Could you transcribe all of the data exactly and skip any pictures?

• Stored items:
**********

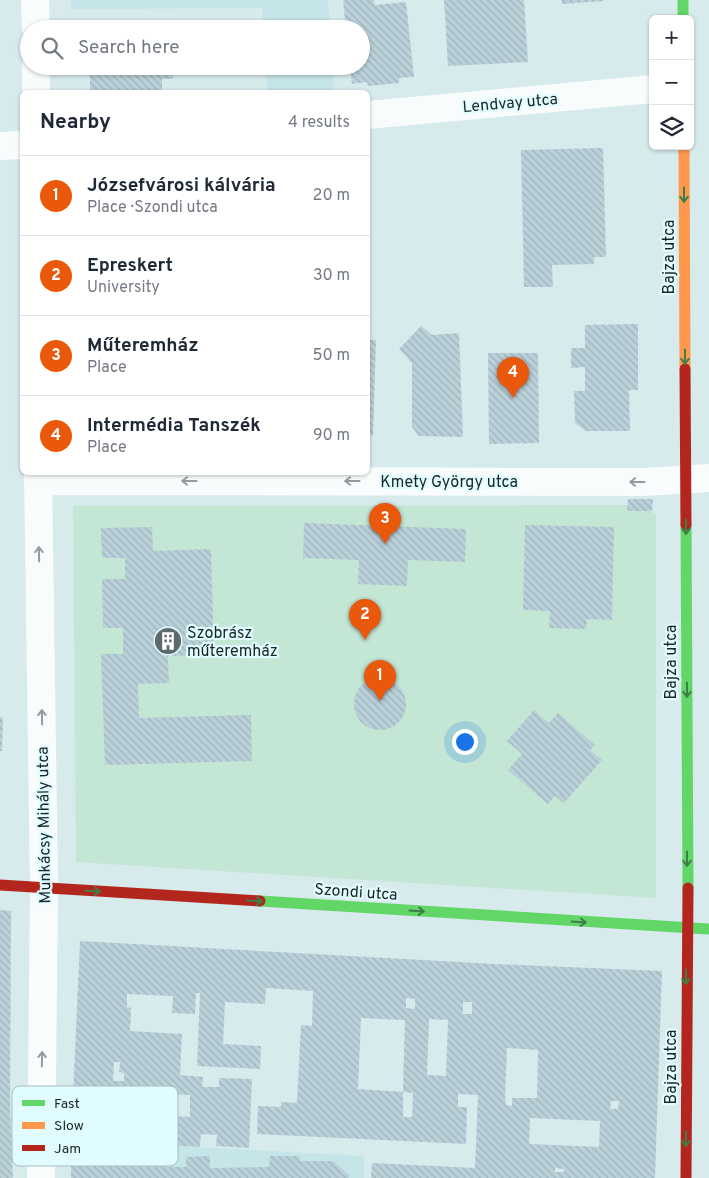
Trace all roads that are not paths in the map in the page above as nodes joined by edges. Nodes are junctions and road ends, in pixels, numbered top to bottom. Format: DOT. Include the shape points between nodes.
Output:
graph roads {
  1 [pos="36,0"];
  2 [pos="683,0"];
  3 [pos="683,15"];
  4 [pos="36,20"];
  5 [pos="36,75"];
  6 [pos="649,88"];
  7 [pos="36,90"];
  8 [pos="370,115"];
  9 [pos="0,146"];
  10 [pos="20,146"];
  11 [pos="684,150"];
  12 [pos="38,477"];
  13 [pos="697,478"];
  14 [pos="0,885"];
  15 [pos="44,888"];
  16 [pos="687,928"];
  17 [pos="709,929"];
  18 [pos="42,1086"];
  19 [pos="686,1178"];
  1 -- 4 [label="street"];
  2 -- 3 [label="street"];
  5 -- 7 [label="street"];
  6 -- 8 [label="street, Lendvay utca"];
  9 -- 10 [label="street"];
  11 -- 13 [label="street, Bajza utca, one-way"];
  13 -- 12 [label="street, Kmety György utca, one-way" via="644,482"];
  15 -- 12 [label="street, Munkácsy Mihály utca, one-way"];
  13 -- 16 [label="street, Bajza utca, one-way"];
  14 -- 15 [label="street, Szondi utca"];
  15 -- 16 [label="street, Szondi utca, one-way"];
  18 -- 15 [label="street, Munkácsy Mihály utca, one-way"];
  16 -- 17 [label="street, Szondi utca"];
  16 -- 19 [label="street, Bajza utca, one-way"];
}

**********

• Result of the task:
Trace all roads that are not paths in the map in the page above as nodes joined by edges. Nodes are junctions and road ends, in pixels, numbered top to bottom. Format: DOT. Include the shape points between nodes.
Output:
graph roads {
  1 [pos="36,0"];
  2 [pos="683,0"];
  3 [pos="683,15"];
  4 [pos="36,20"];
  5 [pos="36,75"];
  6 [pos="649,88"];
  7 [pos="36,90"];
  8 [pos="370,115"];
  9 [pos="0,146"];
  10 [pos="20,146"];
  11 [pos="684,150"];
  12 [pos="38,477"];
  13 [pos="697,478"];
  14 [pos="0,885"];
  15 [pos="44,888"];
  16 [pos="687,928"];
  17 [pos="709,929"];
  18 [pos="42,1086"];
  19 [pos="686,1178"];
  1 -- 4 [label="street"];
  2 -- 3 [label="street"];
  5 -- 7 [label="street"];
  6 -- 8 [label="street, Lendvay utca"];
  9 -- 10 [label="street"];
  11 -- 13 [label="street, Bajza utca, one-way"];
  13 -- 12 [label="street, Kmety György utca, one-way" via="644,482"];
  15 -- 12 [label="street, Munkácsy Mihály utca, one-way"];
  13 -- 16 [label="street, Bajza utca, one-way"];
  14 -- 15 [label="street, Szondi utca"];
  15 -- 16 [label="street, Szondi utca, one-way"];
  18 -- 15 [label="street, Munkácsy Mihály utca, one-way"];
  16 -- 17 [label="street, Szondi utca"];
  16 -- 19 [label="street, Bajza utca, one-way"];
}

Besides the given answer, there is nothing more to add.